Emotional Jig Saw

"The Jigsaw of Relationships: How Our Emotional Shape Defines Us" We are all moulded by our upbringing, shaping the way we express emotions and connect with others—like jigsaw pieces fitting together. But what happens when our "shape" no longer serves us? This piece explores how deep-seated patterns in relationships can reinforce old emotional expectations and how any attempt to change is often met with resistance. True growth requires not just personal change but also navigating the discomfort it creates in those around us.

2/16/20253 min read

In some senses we are all moulded into our own individual shapes, by the families in which we grow up.

Our ability to express our emotions and cope with other people’s expressions of their emotions, gives us our unique, “shape,” metaphorically speaking, like a jig-saw piece.

When you take yourself off to a dance, it’s no accident that you end up with Bob, after rejecting Jim, John and Fred; it’s because Bob is the nearest you’ve found to your, “shape.”

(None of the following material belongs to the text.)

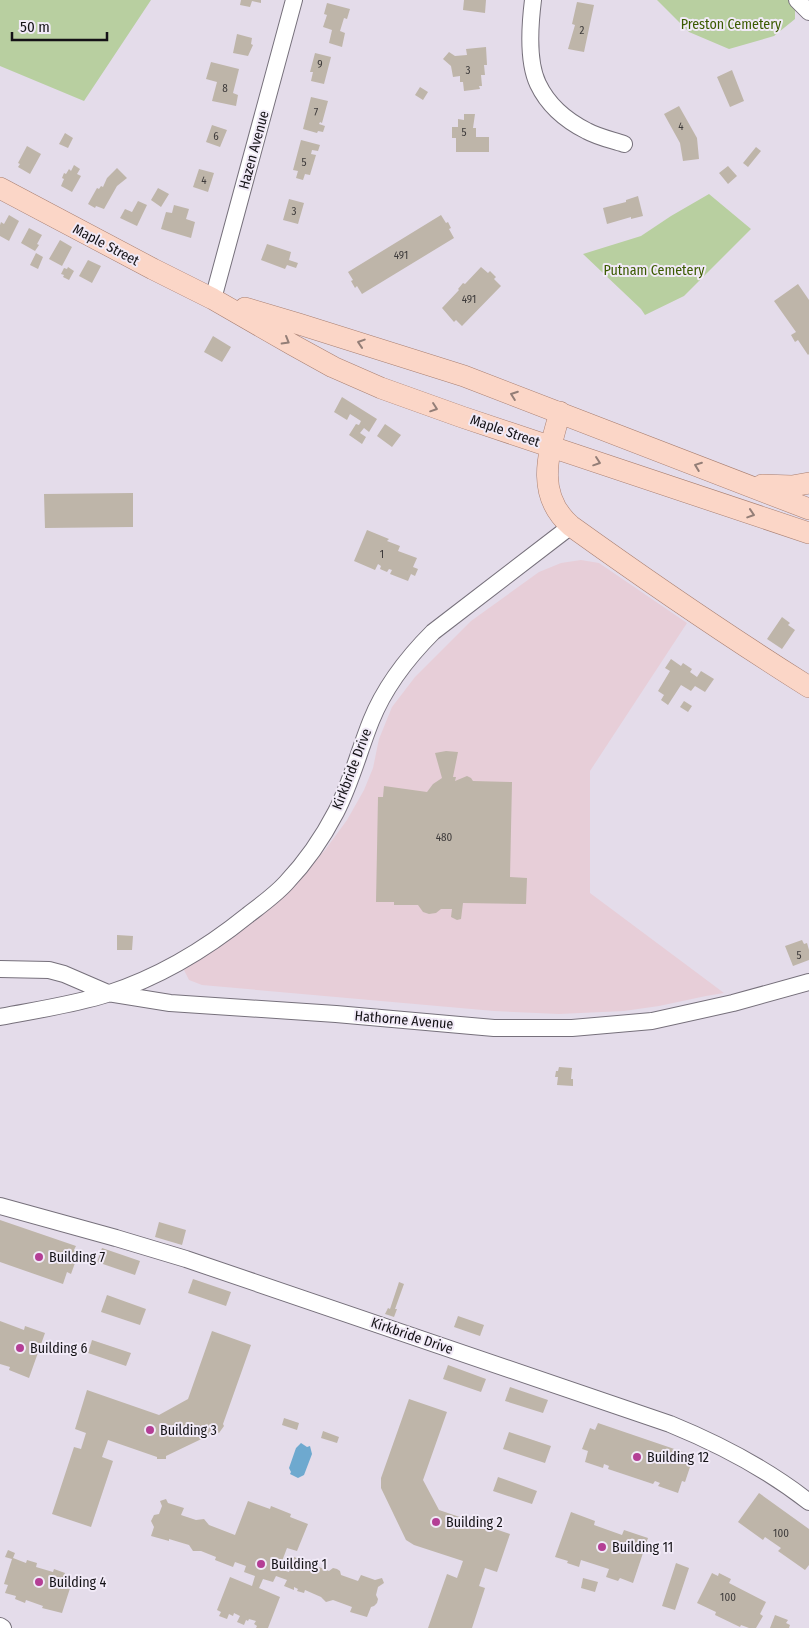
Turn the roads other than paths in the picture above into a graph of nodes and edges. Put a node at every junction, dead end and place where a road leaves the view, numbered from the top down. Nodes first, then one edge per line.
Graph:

This sounds great and a recipe for success, and indeed is often just that.

But what if the mould you’ve been poured into, which may have been an asset in your childhood in coping with a pretty weird world, is now a liability?

For instance what if you grew up in a family where you learned that your emotional needs would go unmet, chances are that Bob won’t meet or understand them. In other words people can actually organise their lives in such a way that their original expectations are confirmed.

Bob is “happy,” with the arrangement too he’s been looking for someone who doesn’t trouble him by making their emotions and emotional needs explicit.

So if you’ve ever wondered why the couple next door, who always seem to be rowing, have been unhappily married for thirty years, it may be because they both meet each other’s needs. Daft as it seems they may both “need,” to be misunderstood.

Both can feel comfortable by saying to themselves, and anyone else who’ll listen, “If it wasn’t for him/her I could have …….,” which absolves them of any responsibility for the position they’re in, i.e. they married their excuse.

The snag comes when one of the partners decides to change. Suppose Joan feels she’s missed out on life, and joins a woman’s group or sees a therapist. She comes home with a new assertiveness and says, “Bob in future if I feel like giving you a hug, I’m just going to do it. And if I want a hug I’m not going to hint anymore, I’m simply going to ask for one. And what I’d really like is for you to do the same.“

It could change everything, however, if Bob really can’t cope with all this expressing your feeling business, one of the couple will sabotage the whole thing.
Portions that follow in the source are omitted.